Le récitant tayû et le musicien de shamisen, en tenue de cérémonie (kamishimo) de l’époque d’Edo, prennent place sur une estrade – le yuka – installée en dehors du plateau même, côté cour. Assis sur ses talons, le tayû a devant lui, posé sur un lutrin, le livret dont il tourne respectueusement les pages (bien qu’il en connaisse le contenu par cœur) ; sinon, les mains posées sur les genoux, il joue le texte alors que le musicien, assis à sa gauche dans la même posture, accompagne son interprétation. L’engagement physique du tayû est si intense et si épuisant que plusieurs paires de récitants et musiciens se relayent au fil des tableaux et des actes. Pour faciliter ces transitions, l’estrade est montée sur un dispositif tournant. Certaines scènes, relativement peu fréquentes, demandent la présence de plusieurs tayû et musiciens. Les autres effets sonores sont produits par un bruiteur installé en coulisse ; occasionnellement, le shamisen est accompagné d’un koto (cithare à treize cordes) ou d’un autre instrument.

Le dispositif scénique

Le plateau du Théâtre national de Bunraku, Kokuritsu Bunraku Gekijô, que l’on peut considérer comme exemplaire, fait environ 12 mètres de largeur sur 4,5 mètres de profondeur. Il est divisé en trois parties dans le sens de la profondeur par des séparations en bois appelées tesuri. La première (environ 25 centimètres de haut) cache la rampe d’éclairage de l’avant-scène, qui n’est jamais utilisée comme aire de jeu et sert uniquement au machiniste qui tire le grand rideau latéral.

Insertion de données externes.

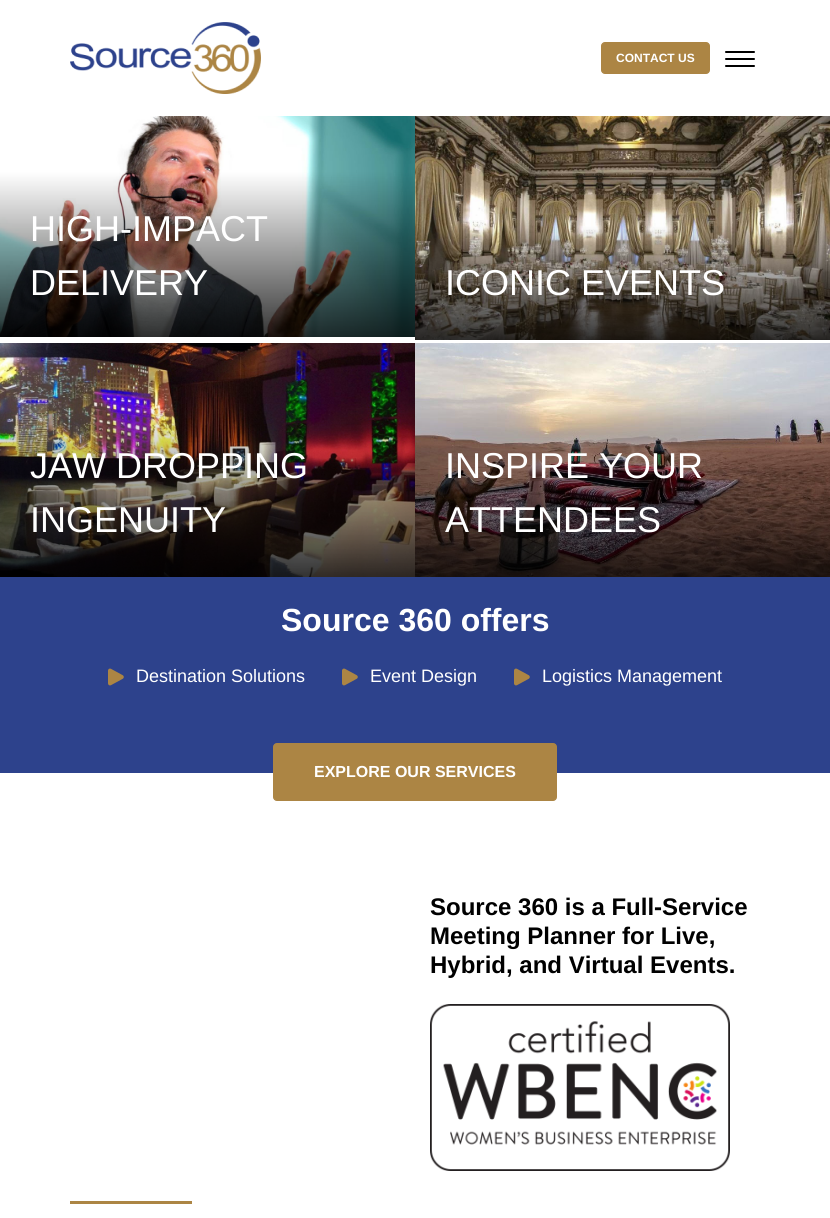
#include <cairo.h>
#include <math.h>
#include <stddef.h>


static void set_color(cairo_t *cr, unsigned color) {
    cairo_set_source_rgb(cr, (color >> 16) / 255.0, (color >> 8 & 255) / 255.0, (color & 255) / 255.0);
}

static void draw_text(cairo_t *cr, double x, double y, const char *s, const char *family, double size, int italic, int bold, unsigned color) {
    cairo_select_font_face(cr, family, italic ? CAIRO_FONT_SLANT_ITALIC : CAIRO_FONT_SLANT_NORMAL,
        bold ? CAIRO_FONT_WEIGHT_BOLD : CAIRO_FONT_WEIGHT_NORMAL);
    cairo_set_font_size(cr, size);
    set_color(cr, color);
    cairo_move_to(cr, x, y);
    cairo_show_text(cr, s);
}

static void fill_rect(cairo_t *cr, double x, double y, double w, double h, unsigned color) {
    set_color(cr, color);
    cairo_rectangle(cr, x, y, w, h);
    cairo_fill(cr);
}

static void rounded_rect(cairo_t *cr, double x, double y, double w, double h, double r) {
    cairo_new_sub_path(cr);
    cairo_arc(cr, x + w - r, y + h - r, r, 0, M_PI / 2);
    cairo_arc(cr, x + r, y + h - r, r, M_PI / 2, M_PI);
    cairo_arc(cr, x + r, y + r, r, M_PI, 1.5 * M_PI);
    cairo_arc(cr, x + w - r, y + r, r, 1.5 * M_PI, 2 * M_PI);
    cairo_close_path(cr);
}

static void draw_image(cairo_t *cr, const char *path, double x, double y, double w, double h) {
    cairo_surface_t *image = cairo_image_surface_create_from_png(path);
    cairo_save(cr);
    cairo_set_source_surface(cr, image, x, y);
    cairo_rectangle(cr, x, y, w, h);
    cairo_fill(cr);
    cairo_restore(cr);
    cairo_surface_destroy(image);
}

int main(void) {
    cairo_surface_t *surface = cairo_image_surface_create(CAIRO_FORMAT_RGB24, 830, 1218);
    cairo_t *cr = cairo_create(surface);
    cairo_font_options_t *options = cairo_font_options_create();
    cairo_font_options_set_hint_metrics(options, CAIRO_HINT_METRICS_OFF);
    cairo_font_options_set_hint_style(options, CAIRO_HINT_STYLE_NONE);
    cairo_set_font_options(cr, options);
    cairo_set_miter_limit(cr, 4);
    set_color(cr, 0xFFFFFF);
    cairo_paint(cr);
    draw_image(cr, "assets/img1.png", 70, 22, 191, 72);
    set_color(cr, 0xAC8544);
    rounded_rect(cr, 601.5, 42.5, 108, 31, 3.5);
    cairo_fill_preserve(cr);
    cairo_set_line_width(cr, 1);
    cairo_stroke(cr);
    draw_text(cr, 616, 62, "CONTACT US", "Liberation Sans", 12, 0, 1, 0xFFFFFF);
    set_color(cr, 0x000000);
    rounded_rect(cr, 725, 51, 30, 2, 1);
    cairo_fill(cr);
    rounded_rect(cr, 725, 58, 30, 2, 1);
    cairo_fill(cr);
    rounded_rect(cr, 725, 65, 30, 2, 1);
    cairo_fill(cr);
    draw_image(cr, "assets/img2.png", 0, 116, 415, 221);
    draw_text(cr, 30, 241, "HIGH-IMPACT", "Liberation Sans", 36, 0, 0, 0xFFFFFF);
    draw_text(cr, 30, 295, "DELIVERY", "Liberation Sans", 36, 0, 0, 0xFFFFFF);
    draw_image(cr, "assets/img3.png", 415, 116, 415, 224);
    draw_text(cr, 445, 295, "ICONIC EVENTS", "Liberation Sans", 36, 0, 0, 0xFFFFFF);
    draw_image(cr, "assets/img4.png", 0, 343, 415, 234);
    draw_text(cr, 30, 478, "JAW DROPPING", "Liberation Sans", 36, 0, 0, 0xFFFFFF);
    draw_text(cr, 30, 532, "INGENUITY", "Liberation Sans", 36, 0, 0, 0xFFFFFF);
    draw_image(cr, "assets/img5.png", 415, 343, 415, 234);
    draw_text(cr, 445, 478, "INSPIRE YOUR", "Liberation Sans", 36, 0, 0, 0xFFFFFF);
    draw_text(cr, 445, 532, "ATTENDEES", "Liberation Sans", 36, 0, 0, 0xFFFFFF);
    fill_rect(cr, 0, 577, 830, 196, 0x2D428C);
    draw_text(cr, 281, 631, "Source 360 offers", "Liberation Sans", 32, 0, 1, 0xFFFFFF);
    draw_image(cr, "assets/img6.png", 108, 668, 16, 18);
    draw_text(cr, 136, 682, "Destination Solutions", "Liberation Sans", 18, 0, 0, 0xFFFFFF);
    draw_image(cr, "assets/img6.png", 342, 668, 16, 18);
    draw_text(cr, 370, 682, "Event Design", "Liberation Sans", 18, 0, 0, 0xFFFFFF);
    draw_image(cr, "assets/img6.png", 514, 668, 16, 18);
    draw_text(cr, 542, 682, "Logistics Management", "Liberation Sans", 18, 0, 0, 0xFFFFFF);
    set_color(cr, 0xAC8544);
    rounded_rect(cr, 273.5, 743.5, 283, 57, 3.5);
    cairo_fill_preserve(cr);
    cairo_stroke(cr);
    draw_text(cr, 314, 777, "EXPLORE OUR SERVICES", "Liberation Sans", 16, 0, 1, 0xFFFFFF);
    draw_text(cr, 430, 915, "Source 360 is a Full-Service", "Liberation Sans", 24, 0, 1, 0x000000);
    draw_text(cr, 430, 944, "Meeting Planner for Live,", "Liberation Sans", 24, 0, 1, 0x000000);
    draw_text(cr, 430, 973, "Hybrid, and Virtual Events.", "Liberation Sans", 24, 0, 1, 0x000000);
    draw_image(cr, "assets/img7.png", 430, 1004, 300, 167);
    fill_rect(cr, 70, 1201, 122, 3, 0xAC8544);
    cairo_surface_write_to_png(surface, "output.png");
    cairo_font_options_destroy(options);
    cairo_destroy(cr);
    cairo_surface_destroy(surface);
    return 0;
}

Les deux autres séparations dissimulent le bas du corps des manipulateurs. Elles servent aussi à créer l’illusion que les poupées se déplaçant sur leur étroite rampe n’évoluent pas dans le vide. La deuxième séparation (environ 50 centimètres de haut) borde un espace de jeu d’environ 2 mètres de profondeur qui a la particularité d’être dans une sorte de fosse, une trentaine de centimètres plus bas que le niveau normal du plateau, d’où son nom de funazoko (fond de cale d’un bateau) ; cet espace est fermé côté cour et côté jardin par des rideaux d’où se font les entrées ; il est dépourvu de décor et réservé aux scènes d’extérieur. La troisième séparation (environ 85 centimètres de haut) marque l’aire de jeu qui occupe l’arrière du plateau, surtout utilisée pour les actions prenant place à l’intérieur des habitations, maisons, boutiques, temples ou palais. Décors et praticables sont accordés aux dimensions des poupées. Ils présentent, comme ceux du kabuki, des bâtiments ouverts en façade de façon à laisser voir les intérieurs. Au lointain, les toiles peintes, également dans le style plat et coloré du kabuki, situent le paysage ; dans certains cas, ces toiles peuvent se dérouler latéralement, créant ainsi des effets de déplacement alors que les poupées restent en fait sur place, mimant simplement leurs mouvements.

Les poupées

Pendant tout le XVIIe siècle, on utilisait pour les représentations théâtrales de petites poupées de 60 à 70 centimètres., tenues à bout de bras, mais la généralisation du système à trois manipulateurs, qui à partir des années 1730, entraîna un accroissement considérable de leur taille. Développée par le maître marionnettiste du Takemoto-za, Yoshida Bunzaburô, cette technique répartit la manipulation entre trois personnes : le maître (omozukai), juché sur de hautes socques de bois, contrôle de sa main gauche la tête, et de sa main droite, la main correspondante de la poupée ;  le premier assistant (hidarizukai) s’occupe de la main gauche alors que le second assistant (ashizukai) fait mouvoir les pieds de la poupée. Si généralement les marionnettes sont manipulées par trois marionnettistes, il arrive qu’il n’y en ait qu’un seul pour les rôles mineurs. Ce système ne concerne que les rôles importants ; les figurants – soldats, gardes, serviteurs, passants, etc. – ainsi que les animaux sont animés par une seule personne. Les marionnettistes sont vêtus de noir, encagoulés, mais en fait, le maître se produit en général à visage découvert et apparaît souvent en tenue de cérémonie, semblable à celle du tayû. Il va sans dire que la maîtrise d’un tel système nécessite un long apprentissage, et la tradition parle de dix ans de pratique pour les pieds, suivis de dix pour le bras gauche, avant de pouvoir prétendre au statut de chef manipulateur !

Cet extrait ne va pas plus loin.